Federation Manager Guide › Federation Manager Introduction › Federation in Your Enterprise › Federation Business Case

Federation Business Case

Understanding how Federation Manager can solve a common business problem is best illustrated by a sample business case.

In this business case, Financepro is a financial planning firm that recently bought the banking firm BankLtd to provide private banking to its clients. These two companies have different information infrastructures, but they want to appear as one company to their customers. To solve this problem, they set up a federated partnership.

By establishing a federated relationship, the two companies can provide a seamless customer experience using single sign-on. Customers can travel between Financepro and BankLtd without constantly being challenged to authenticate. Additionally, the sharing of customer identities and customer information can further customize the user experience and cross-promote financial products offered by each partner.

The following figure shows the federated partnership between Financepro and BankLtd. The flow of communication is based on Service Provider-initiated single sign-on.

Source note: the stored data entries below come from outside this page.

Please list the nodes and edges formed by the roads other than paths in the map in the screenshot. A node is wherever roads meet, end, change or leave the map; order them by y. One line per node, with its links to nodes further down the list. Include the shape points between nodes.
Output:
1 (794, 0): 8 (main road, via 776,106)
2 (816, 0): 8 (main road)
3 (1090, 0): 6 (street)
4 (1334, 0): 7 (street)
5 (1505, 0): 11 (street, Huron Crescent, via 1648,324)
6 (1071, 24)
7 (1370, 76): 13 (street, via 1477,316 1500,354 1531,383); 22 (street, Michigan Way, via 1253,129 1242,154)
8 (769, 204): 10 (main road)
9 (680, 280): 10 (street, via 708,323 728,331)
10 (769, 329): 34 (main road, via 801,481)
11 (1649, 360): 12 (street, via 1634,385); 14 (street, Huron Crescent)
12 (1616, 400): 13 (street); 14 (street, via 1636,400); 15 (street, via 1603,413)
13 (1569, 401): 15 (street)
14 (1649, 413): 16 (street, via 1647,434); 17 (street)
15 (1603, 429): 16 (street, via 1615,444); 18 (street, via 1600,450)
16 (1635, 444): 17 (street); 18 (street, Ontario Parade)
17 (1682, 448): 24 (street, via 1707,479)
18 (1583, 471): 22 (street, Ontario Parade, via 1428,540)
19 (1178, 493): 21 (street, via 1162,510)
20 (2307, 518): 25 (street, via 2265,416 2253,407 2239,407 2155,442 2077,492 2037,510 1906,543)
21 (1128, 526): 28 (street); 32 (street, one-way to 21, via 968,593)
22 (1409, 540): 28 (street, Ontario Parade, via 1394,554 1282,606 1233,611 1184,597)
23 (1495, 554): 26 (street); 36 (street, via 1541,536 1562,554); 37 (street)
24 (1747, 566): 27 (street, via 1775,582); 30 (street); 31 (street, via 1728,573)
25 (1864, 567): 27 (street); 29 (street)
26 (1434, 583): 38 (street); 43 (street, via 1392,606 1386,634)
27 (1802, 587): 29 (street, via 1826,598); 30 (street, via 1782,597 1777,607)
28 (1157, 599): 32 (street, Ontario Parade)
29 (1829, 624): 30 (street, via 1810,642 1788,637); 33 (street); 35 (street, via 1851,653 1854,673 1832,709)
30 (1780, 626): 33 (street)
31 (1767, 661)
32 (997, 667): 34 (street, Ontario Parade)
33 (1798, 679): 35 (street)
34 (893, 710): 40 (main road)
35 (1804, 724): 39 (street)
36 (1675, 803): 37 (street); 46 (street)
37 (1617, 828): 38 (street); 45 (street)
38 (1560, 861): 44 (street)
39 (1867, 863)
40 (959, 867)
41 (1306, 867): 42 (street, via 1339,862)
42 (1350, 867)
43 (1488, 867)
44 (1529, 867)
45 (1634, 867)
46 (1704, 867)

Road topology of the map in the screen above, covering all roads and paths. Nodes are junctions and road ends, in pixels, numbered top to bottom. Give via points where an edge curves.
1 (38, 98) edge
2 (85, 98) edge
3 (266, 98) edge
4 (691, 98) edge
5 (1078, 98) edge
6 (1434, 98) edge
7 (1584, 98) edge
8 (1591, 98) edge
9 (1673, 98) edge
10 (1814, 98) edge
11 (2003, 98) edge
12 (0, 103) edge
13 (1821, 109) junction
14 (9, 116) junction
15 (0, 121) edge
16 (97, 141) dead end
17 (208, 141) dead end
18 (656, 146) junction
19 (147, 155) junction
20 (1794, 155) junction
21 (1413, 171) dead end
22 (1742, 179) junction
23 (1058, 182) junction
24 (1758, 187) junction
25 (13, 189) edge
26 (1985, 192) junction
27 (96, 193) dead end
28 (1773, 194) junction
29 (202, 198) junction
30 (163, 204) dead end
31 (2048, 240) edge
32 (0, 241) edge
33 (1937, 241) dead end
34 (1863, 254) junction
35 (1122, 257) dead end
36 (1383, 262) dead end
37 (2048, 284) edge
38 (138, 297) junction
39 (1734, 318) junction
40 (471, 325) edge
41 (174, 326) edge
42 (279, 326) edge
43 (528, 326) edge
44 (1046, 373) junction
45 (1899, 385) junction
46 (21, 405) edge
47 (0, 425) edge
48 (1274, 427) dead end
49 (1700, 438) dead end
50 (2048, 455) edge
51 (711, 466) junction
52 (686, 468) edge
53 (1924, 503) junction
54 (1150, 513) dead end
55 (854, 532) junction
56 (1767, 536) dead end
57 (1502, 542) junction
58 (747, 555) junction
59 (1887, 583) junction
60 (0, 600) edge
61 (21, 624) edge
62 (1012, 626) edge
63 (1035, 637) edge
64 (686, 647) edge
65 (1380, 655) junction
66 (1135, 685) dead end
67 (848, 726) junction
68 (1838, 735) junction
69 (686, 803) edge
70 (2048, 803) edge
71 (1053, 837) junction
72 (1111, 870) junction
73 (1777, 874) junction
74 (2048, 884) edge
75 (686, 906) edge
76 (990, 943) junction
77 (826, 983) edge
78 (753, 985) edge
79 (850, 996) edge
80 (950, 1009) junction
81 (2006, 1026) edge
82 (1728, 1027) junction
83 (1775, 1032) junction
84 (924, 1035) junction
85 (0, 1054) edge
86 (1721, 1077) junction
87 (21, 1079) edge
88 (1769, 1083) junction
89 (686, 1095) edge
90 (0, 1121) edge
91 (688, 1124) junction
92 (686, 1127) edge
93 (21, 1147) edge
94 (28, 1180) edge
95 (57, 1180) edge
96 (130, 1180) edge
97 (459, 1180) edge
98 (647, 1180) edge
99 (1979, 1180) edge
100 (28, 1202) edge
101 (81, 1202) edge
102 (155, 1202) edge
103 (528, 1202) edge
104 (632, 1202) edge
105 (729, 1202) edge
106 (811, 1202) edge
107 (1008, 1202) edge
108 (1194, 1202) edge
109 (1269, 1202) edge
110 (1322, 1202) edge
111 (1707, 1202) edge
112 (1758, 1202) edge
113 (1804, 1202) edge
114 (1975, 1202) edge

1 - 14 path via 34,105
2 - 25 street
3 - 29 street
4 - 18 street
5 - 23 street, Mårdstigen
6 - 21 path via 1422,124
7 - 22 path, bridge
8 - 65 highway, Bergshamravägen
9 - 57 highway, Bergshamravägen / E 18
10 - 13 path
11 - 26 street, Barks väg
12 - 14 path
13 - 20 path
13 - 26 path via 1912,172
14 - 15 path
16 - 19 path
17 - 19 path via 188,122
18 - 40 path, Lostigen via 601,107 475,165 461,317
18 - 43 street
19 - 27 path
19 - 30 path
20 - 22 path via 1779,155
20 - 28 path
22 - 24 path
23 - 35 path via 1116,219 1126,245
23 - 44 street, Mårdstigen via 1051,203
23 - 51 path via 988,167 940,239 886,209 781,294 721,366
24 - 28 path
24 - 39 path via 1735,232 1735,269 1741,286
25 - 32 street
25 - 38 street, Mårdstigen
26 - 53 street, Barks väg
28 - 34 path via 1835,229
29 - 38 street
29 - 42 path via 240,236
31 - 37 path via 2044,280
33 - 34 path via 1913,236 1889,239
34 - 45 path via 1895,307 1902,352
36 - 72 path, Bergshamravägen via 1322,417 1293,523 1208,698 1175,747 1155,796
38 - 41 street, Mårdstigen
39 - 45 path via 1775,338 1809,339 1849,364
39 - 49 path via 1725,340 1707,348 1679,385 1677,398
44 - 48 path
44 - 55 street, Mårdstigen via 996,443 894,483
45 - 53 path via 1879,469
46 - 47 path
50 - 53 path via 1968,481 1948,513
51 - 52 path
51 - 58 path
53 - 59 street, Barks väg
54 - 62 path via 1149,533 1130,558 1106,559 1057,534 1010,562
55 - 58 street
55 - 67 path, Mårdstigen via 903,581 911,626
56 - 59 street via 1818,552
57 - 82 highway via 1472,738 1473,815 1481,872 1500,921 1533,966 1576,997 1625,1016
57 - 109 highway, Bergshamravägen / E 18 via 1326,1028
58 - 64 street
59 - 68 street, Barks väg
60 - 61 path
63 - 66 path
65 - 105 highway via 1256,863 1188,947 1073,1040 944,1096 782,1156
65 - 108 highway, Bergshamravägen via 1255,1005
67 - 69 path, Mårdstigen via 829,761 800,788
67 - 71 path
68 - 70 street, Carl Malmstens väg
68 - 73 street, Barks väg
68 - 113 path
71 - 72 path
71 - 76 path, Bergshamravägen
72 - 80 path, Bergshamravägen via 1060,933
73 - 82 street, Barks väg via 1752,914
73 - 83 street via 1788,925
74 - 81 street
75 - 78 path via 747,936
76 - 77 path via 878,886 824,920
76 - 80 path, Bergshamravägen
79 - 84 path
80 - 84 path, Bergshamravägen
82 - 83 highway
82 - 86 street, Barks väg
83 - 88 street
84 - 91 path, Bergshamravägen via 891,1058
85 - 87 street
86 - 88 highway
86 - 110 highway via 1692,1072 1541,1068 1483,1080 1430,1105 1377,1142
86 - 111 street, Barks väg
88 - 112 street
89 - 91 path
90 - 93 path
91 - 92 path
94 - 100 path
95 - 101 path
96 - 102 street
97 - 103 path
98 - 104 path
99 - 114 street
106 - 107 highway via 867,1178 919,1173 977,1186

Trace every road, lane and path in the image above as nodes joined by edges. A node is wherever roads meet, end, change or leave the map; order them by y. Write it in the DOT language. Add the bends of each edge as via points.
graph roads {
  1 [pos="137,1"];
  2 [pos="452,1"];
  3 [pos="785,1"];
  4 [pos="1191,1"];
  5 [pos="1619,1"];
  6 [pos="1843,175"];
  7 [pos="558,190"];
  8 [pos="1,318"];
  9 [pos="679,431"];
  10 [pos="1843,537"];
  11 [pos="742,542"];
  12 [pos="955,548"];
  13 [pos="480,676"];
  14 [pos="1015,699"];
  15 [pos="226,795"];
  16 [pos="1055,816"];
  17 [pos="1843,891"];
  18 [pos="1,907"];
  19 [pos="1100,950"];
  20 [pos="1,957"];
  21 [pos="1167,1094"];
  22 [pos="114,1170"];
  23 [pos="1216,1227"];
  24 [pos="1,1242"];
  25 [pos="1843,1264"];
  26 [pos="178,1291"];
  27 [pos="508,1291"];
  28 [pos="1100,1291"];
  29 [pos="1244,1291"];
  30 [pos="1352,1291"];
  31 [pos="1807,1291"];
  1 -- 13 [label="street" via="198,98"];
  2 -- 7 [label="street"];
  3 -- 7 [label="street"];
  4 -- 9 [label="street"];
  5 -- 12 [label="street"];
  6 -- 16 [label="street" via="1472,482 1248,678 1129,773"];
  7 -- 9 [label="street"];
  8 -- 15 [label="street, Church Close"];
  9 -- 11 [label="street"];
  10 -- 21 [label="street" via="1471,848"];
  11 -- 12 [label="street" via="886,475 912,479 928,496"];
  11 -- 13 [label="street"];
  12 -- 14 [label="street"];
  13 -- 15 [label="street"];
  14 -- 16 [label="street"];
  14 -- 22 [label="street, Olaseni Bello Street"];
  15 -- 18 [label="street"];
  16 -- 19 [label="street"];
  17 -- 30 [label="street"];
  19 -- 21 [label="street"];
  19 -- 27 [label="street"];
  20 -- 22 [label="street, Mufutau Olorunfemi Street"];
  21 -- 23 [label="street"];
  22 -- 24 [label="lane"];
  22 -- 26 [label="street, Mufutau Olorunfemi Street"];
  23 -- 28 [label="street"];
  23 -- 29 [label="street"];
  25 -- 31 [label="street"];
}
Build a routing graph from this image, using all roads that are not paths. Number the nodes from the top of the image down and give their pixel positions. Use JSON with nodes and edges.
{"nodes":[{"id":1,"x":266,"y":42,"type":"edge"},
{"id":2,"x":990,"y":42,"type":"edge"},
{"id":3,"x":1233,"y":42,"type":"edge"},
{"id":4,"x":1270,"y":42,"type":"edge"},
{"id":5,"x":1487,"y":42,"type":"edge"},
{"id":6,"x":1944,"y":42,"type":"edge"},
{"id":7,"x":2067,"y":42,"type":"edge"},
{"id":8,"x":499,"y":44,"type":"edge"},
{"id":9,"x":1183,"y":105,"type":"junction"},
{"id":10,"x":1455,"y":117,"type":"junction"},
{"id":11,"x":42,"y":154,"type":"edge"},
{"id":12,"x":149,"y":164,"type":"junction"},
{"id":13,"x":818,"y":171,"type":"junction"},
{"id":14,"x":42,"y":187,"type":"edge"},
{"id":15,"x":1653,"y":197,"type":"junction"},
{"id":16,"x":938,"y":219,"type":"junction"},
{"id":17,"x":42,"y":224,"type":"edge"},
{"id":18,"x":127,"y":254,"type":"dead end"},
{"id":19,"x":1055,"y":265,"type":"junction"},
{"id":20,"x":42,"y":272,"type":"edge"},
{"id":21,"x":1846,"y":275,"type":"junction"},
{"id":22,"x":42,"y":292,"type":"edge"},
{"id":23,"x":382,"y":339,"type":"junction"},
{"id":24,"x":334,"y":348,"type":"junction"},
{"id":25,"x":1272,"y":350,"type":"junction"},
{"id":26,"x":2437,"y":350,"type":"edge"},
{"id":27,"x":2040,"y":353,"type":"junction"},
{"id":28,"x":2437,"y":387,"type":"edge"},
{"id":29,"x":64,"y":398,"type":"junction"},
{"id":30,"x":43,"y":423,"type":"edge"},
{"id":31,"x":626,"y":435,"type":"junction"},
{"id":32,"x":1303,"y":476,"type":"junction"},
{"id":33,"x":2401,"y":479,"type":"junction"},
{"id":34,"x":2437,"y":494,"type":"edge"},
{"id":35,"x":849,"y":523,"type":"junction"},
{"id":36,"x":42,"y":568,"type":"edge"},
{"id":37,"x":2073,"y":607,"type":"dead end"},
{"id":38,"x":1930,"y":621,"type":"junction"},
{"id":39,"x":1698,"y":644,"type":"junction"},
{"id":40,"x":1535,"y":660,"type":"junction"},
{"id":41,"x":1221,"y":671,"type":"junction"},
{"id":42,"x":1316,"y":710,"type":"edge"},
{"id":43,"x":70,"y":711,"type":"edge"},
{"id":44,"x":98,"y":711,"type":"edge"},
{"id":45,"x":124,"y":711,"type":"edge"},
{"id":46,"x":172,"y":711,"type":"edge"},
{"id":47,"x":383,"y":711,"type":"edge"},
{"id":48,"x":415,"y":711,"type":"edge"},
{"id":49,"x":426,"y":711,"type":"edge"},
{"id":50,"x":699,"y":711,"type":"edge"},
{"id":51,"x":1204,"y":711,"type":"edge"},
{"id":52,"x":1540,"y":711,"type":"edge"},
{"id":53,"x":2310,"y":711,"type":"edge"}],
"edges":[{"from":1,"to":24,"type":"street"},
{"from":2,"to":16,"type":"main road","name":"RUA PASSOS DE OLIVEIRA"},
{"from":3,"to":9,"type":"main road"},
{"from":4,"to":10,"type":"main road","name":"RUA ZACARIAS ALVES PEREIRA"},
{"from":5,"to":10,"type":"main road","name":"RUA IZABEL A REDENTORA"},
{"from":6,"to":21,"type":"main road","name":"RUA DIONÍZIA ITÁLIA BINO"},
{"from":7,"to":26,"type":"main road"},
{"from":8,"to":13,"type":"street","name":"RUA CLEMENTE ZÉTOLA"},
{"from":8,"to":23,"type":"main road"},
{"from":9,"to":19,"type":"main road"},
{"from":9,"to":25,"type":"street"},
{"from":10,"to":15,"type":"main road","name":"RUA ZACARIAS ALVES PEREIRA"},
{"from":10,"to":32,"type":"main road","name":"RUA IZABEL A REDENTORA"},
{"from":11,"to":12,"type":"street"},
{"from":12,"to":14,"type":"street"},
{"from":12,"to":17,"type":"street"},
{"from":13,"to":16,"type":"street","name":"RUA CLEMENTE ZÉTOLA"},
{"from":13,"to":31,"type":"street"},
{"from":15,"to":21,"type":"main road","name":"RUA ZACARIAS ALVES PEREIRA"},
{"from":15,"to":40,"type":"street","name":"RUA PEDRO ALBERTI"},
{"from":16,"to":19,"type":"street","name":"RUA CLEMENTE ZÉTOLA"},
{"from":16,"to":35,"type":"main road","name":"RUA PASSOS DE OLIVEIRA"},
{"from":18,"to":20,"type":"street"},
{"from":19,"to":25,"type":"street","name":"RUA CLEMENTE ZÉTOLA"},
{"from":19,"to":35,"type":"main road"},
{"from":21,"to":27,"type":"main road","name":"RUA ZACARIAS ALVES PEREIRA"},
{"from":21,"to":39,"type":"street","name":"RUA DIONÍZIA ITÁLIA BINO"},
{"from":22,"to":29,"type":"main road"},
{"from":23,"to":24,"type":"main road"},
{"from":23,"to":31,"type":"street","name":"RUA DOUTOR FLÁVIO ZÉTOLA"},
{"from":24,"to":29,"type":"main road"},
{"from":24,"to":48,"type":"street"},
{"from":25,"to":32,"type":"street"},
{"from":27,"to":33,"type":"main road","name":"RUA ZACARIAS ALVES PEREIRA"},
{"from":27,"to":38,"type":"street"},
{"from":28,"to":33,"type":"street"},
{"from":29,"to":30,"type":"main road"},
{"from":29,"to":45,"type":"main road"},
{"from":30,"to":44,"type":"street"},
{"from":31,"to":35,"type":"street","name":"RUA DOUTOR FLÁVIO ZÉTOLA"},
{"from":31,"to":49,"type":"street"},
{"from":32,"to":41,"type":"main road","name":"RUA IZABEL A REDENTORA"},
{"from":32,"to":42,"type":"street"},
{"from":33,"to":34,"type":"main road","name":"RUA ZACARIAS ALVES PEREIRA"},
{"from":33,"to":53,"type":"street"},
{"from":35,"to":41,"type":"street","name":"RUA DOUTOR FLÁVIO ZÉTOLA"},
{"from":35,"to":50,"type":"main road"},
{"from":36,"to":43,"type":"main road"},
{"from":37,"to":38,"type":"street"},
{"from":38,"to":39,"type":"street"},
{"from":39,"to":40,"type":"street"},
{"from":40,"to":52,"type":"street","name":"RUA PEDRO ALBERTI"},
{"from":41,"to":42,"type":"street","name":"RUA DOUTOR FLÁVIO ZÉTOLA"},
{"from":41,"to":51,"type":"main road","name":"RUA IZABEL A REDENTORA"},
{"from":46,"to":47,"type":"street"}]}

In the figure, the following occurs:

1. The user tries to access a federated resource at BankLtd.
2. He is redirected to the Financepro for authentication and the assertion is generated.
3. The assertion is passed back to BankLtd.
4. Single sign-on occurs based on either a SAML HTTP-Artifact or HTTP-POST. The user gets access to the target resource.

For this partnership to work, you need to decide how the partnership functions before implementing the relationship using Federation Manager.

The issues you need to consider include:

• How users are identified across the partnership
• What attributes get sent in an assertion and for what purpose
• Which federation binding to use (SAML 2.0 POST or Artifact)

The decisions you make help structure the business partnership.